======== Records provided
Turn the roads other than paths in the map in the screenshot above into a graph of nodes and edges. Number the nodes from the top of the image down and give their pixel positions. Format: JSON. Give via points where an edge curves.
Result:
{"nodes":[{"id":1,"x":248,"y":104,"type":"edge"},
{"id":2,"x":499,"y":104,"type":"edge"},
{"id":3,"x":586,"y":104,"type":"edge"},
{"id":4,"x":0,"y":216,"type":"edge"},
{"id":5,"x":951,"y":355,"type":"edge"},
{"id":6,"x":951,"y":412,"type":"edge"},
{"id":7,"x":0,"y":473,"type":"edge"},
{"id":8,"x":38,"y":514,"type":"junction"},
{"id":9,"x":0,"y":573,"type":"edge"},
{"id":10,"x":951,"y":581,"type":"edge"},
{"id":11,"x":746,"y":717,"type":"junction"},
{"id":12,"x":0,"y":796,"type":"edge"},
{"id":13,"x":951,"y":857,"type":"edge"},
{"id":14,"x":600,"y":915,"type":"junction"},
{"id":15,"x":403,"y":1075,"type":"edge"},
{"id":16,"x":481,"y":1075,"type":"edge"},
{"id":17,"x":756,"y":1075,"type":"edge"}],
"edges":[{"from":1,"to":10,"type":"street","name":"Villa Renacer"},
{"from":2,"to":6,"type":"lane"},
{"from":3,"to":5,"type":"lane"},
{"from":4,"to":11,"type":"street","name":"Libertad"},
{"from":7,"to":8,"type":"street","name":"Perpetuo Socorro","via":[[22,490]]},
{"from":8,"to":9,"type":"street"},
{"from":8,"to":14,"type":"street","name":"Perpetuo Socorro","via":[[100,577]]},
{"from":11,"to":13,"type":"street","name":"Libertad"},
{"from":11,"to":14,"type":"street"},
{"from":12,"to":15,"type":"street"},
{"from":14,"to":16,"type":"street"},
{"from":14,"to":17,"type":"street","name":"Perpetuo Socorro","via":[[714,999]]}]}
================
### Work task
Go through the records and show every line with the string "Perpetuo" in it.

### Exercise result
{"from":7,"to":8,"type":"street","name":"Perpetuo Socorro","via":[[22,490]]},
{"from":8,"to":14,"type":"street","name":"Perpetuo Socorro","via":[[100,577]]},
{"from":14,"to":17,"type":"street","name":"Perpetuo Socorro","via":[[714,999]]}]}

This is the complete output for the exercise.